ABC Company imports raw materials from Germany, UK, and China, which are used to manufacture wind turbines in Memphis, TN. 90% of the finished goods are sold domestically in the USA, with the remaining 10% being exported to Denmark and Australia.
The procurement team has a healthy budget, and the CFO is still concerned about eroding profits. Some months she sees the company achieve their sales plan but is blind to the fact they could have generated more income.
ABC Company has banking relationships with a regional bank as well as a global bank, both of which have branches close to their office and factory and through these banks, they are able to send euro to Germany, British pounds to the UK, but send USD to China.
The CFO, not realizing that many regional banks have poor margins on FX payments and the larger global banks are keeping margins wide because they rely on customer apathy, is missing out on tens of thousands of dollars in profit.
In addition, the CFO was not getting the level of handholding, advice, and guidance from her bank that she deserves and needs in order to operate more efficiently. As a result, she was never advised that it’s likely the Chinese exporter is ‘padding’ (increasing) the invoice amount because they have the FX risk, meaning ABC Company is overpaying by settling their invoices in USD.

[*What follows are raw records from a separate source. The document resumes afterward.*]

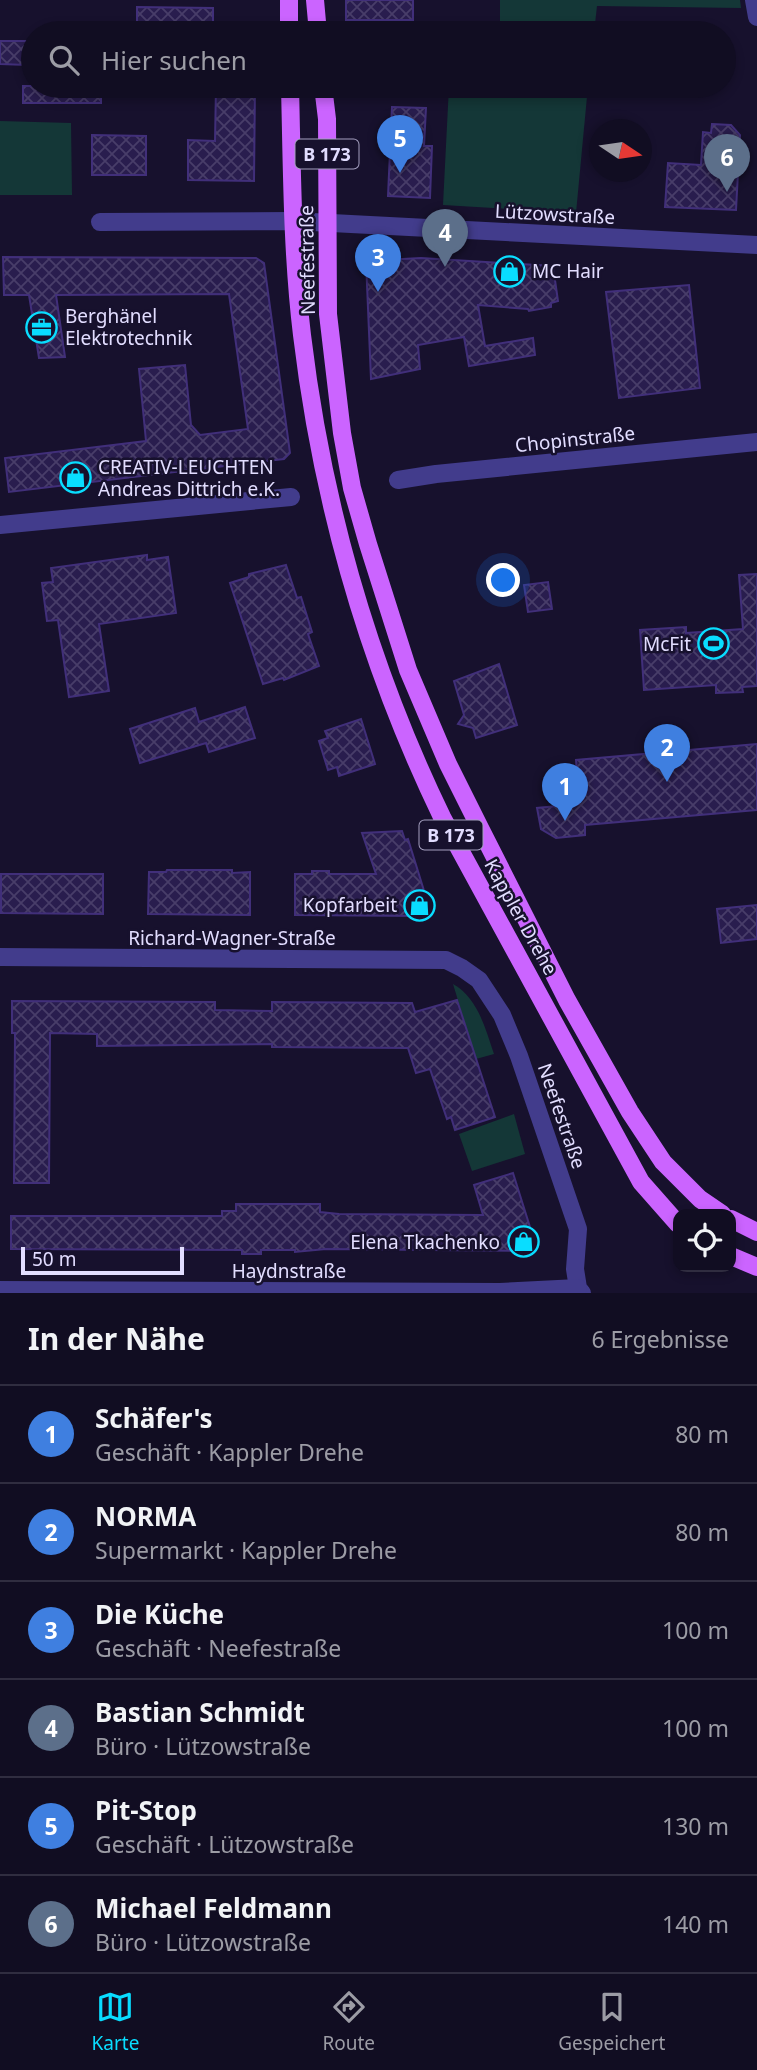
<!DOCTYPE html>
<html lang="de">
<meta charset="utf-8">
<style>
:root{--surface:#110d22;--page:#1e1b2f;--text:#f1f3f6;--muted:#9c9ca5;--line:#302d40;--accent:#09ddff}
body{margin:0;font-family:"Noto Sans",sans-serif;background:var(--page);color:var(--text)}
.controls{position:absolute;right:21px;bottom:21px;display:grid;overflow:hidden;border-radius:14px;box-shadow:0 4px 10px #0003}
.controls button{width:63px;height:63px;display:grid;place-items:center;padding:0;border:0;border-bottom:2px solid var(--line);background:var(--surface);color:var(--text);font:35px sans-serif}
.compass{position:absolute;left:589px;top:119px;width:63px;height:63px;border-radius:50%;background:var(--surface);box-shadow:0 4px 10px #0003;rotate:103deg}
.scale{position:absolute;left:21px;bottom:18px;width:163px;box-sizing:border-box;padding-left:7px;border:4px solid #e2ddff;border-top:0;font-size:19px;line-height:24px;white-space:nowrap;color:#e2ddff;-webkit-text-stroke:5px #17112d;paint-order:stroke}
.you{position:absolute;left:504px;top:581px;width:24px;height:24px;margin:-18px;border:5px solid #fff;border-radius:50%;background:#1a73e8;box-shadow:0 0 0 10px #1a73e833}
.badge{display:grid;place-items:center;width:46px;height:46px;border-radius:50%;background:var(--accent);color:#fff;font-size:23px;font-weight:700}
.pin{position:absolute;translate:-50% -58px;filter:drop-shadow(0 2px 4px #0008)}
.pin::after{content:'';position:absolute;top:37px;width:24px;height:21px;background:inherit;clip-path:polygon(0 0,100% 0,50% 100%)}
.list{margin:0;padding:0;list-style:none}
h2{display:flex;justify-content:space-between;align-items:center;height:91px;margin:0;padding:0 28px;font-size:30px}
h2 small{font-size:23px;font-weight:400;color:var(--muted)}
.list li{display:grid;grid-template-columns:46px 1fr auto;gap:21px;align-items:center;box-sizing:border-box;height:98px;padding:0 28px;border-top:2px solid var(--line)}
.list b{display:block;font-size:26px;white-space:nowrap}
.list p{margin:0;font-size:23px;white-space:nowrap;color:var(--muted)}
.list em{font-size:23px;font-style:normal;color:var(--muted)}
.icon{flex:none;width:38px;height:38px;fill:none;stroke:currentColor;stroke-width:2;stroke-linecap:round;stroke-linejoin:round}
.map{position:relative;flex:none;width:757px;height:1293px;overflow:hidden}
.search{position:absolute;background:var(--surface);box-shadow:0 4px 10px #0003;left:21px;right:21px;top:21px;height:77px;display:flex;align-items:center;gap:18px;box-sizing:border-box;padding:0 24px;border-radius:38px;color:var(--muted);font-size:26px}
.sheet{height:679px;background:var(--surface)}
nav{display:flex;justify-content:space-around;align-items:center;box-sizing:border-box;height:98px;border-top:2px solid var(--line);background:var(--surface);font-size:19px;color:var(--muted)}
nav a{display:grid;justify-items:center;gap:4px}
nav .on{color:var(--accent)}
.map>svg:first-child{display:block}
.green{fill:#143737}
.building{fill:url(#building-cross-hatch);stroke:#412f7a;stroke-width:2}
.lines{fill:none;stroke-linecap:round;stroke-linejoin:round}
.minor{stroke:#423c8c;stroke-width:18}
.major{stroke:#cb64ff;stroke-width:18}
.labels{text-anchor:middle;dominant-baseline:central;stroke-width:5;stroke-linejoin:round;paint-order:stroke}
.shield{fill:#17112d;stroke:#a5a0c0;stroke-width:2}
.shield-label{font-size:18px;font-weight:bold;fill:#e2ddff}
.street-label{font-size:19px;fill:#e2ddff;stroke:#17112d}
.poi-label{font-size:19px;fill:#e2ddff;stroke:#17112d;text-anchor:start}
</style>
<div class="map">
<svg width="757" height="1293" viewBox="0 0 757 1293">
<defs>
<pattern id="building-cross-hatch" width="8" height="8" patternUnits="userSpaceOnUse" patternTransform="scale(1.75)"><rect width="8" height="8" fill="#291d4e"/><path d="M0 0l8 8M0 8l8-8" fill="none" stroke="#483d69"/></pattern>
</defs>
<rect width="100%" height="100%" fill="#17112d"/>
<g class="green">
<polygon points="500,0 740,0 741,8 597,6 594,33 500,33"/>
<polygon points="449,86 588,86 576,213 443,205"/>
<polygon points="0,121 71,123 72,195 0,195"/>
<path d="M453,984C478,998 485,1028 494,1054L476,1059Z"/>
<polygon points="514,1114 525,1154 472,1171 459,1134"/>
</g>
<g class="building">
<rect x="346" y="0" width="67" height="20"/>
<polygon points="137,7 213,8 213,25 137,24"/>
<polygon points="0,41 28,41 27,65 0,64"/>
<rect x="23" y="86" width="78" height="17"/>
<polygon points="216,86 255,86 254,181 188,180 188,140 215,141"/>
<polygon points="392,107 426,108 424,146 432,146 430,198 388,196"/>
<polygon points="712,124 731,125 740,135 736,210 665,207 668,163 701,165 703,132 711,133"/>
<polygon points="92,135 146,136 146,175 92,175"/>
<polygon points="3,257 256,258 264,263 290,453 284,459 9,492 5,458 146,441 139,369 185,365 191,425 200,435 248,429 229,294 56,295 65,357 39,358 29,295 4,295"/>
<polygon points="421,258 553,266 558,301 551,303 551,307 529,311 528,309 478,305 485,346 533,338 535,355 469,366 464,337 418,345 420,369 371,379 366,261"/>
<polygon points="689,285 700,388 619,398 606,292"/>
<polygon points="147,555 147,560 168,557 176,613 99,624 109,691 69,697 58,620 47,621 42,583 53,582 51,568"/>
<polygon points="286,565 297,598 301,597 312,632 308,634 319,666 284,680 283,678 263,684 230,583 249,577 249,574"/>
<polygon points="757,574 757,686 742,687 743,692 716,693 716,685 644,690 640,630 686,627 686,633 743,629 739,575"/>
<polygon points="548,582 552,609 528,612 524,585"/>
<polygon points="499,664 517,725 476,738 473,728 458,724 464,715 454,681"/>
<polygon points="245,707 255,738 209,752 206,743 140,763 130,729 195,708 199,722"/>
<polygon points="361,719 375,764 339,776 337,767 328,770 319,741 328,738 325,731"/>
<polygon points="757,744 757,810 585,825 585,835 556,838 541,829 537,808 579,804 576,760"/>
<polygon points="402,831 405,840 408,839 425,894 423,895 427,906 420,916 295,915 295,874 312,874 312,871 329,871 329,874 376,874 362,833"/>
<polygon points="167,870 232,870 232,873 250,872 250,915 148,914 149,872 166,872"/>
<polygon points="1,874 103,874 103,914 1,913"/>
<polygon points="757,905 757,939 721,943 717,909"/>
<polygon points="457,1000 495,1117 455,1130 451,1117 447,1119 430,1069 416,1073 408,1048 272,1047 272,1044 97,1046 97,1034 50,1033 49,1183 14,1183 15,1033 12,1033 12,1001 215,1002 215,1010 272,1011 272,1002 412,1003 415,1012"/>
<polygon points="513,1173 535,1243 531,1251 326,1249 295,1252 295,1250 261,1250 261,1254 242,1254 242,1250 11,1249 11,1216 222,1216 222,1211 236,1211 236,1204 320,1204 320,1212 339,1214 483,1215 474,1185"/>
</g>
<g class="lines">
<g class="minor">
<polyline points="754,0 757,17"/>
<polyline points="100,222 293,221 757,245"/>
<polyline points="398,480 436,474 757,442"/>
<polyline points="0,525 291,497"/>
<polyline points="0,957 446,960 462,968 479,980 502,1015 519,1056 578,1229 575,1269 578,1288 582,1293"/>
<polyline points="0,1290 500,1292 578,1288"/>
</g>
<g class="major">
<polyline points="289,0 289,33"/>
<polyline points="315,0 318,33"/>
<path d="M290,86C292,169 292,252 302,335C322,502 369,666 442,817L641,1182L678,1224"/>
<polyline points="323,86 327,119 328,314 342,433 352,488 368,544 408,670 448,764 480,828 567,1000 630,1112 663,1162 700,1199 722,1214"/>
<polyline points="731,1219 757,1232"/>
<polyline points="731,1256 757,1267"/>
</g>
</g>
<defs>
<symbol id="shop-ring" viewBox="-11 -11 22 22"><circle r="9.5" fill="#17112d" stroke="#09ddff" stroke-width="1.5"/><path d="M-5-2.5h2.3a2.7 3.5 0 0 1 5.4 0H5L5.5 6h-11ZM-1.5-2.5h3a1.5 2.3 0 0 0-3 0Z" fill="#09ddff"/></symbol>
<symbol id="office-ring" viewBox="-11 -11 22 22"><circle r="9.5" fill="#17112d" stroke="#09ddff" stroke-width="1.5"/><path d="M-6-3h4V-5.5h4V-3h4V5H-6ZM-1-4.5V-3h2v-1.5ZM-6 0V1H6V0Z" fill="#09ddff"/></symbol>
<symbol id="stadium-ring" viewBox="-11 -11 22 22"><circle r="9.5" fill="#17112d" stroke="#09ddff" stroke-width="1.5"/><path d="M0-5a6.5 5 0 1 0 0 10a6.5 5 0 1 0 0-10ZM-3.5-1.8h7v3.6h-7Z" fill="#09ddff"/></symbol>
</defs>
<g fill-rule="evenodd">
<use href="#shop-ring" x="492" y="254" width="35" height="35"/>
<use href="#office-ring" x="24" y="310" width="35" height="35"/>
<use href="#shop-ring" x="58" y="460" width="35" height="35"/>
<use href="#stadium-ring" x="696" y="626" width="35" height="35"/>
<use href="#shop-ring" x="402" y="888" width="35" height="35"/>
<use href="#shop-ring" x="506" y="1224" width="35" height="35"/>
</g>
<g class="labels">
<g class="shield">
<rect x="295.5" y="139.5" width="63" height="29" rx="5"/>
<rect x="419.5" y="820.5" width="63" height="29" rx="5"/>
</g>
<g class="shield-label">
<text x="327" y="154">B 173</text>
<text x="451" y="835">B 173</text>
</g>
<g class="street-label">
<text transform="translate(555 214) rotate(3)">Lützowstraße</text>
<text transform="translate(307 260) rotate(-91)">Neefestraße</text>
<text transform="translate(575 439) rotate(-6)">Chopinstraße</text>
<text transform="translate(521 917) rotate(61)">Kappler Drehe</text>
<text x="232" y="938">Richard-Wagner-Straße</text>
<text transform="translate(562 1116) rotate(71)">Neefestraße</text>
<text x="289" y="1271">Haydnstraße</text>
</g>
<g class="poi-label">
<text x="532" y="271">MC Hair</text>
<text x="65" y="316">Berghänel<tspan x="65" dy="22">Elektrotechnik</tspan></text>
<text x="98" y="467">CREATIV-LEUCHTEN<tspan x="98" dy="22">Andreas Dittrich e.K.</tspan></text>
<text x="691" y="644" text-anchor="end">McFit</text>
<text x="397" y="905" text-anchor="end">Kopfarbeit</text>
<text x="500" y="1242" text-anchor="end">Elena Tkachenko</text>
</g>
</g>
</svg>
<div class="controls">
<button><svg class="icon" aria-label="locate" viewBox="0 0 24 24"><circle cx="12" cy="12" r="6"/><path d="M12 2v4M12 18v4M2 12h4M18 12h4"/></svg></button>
</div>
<svg class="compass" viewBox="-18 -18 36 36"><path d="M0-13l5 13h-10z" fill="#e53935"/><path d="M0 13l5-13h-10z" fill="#9c9ca5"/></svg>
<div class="scale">50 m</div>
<div class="you"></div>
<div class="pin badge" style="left:565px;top:821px;background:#3f7fe0">1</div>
<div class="pin badge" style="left:667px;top:782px;background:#3f7fe0">2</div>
<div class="pin badge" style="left:378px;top:292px;background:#3f7fe0">3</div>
<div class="pin badge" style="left:445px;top:267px;background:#5c6f8a">4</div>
<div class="pin badge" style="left:400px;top:173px;background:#3f7fe0">5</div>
<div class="pin badge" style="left:727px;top:192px;background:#5c6f8a">6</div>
<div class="search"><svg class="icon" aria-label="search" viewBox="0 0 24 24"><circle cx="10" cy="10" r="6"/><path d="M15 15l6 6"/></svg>Hier suchen</div>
</div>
<section class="sheet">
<h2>In der Nähe<small>6 Ergebnisse</small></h2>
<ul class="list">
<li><span class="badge" style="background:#3f7fe0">1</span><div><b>Schäfer's</b><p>Geschäft · Kappler Drehe</p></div><em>80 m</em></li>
<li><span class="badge" style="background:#3f7fe0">2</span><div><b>NORMA</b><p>Supermarkt · Kappler Drehe</p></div><em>80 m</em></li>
<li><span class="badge" style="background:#3f7fe0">3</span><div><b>Die Küche</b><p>Geschäft · Neefestraße</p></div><em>100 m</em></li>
<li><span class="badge" style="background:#5c6f8a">4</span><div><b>Bastian Schmidt</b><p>Büro · Lützowstraße</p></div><em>100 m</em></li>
<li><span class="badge" style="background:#3f7fe0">5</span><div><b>Pit-Stop</b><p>Geschäft · Lützowstraße</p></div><em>130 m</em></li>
<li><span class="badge" style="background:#5c6f8a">6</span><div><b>Michael Feldmann</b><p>Büro · Lützowstraße</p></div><em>140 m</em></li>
</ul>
</section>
<nav>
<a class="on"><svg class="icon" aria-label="map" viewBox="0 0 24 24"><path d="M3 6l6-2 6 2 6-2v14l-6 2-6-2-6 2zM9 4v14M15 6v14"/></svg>Karte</a>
<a><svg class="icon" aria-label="directions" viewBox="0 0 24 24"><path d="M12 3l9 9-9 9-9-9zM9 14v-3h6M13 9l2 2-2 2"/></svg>Route</a>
<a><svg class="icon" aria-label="saved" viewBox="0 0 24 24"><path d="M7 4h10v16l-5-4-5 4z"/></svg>Gespeichert</a>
</nav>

By switching their payment flows to GreenShootsFX ABC Company was able to getter better EUR and GBP FX rates saving circa $2,500 for every $100k they had to send to international exporters. Moreover, the CFO now has access to Window Forward FX rates so she was able to successfully hedge the next 12 months of payments which with a weakening USD meant she reduced expenses significantly and had an awareness of her cash flow for each month.
And, by switching their Chinese invoices from USD into CNY, the exporter was relieved not to have FX risk (given they were being paid on 90-day terms). Consequently, invoicing in CNY resulted in a lower USD paid amount through GreenShootsFX.
ABC Company increased revenue and had less reliance on bank credit facilities to support cash flow, further reducing expense.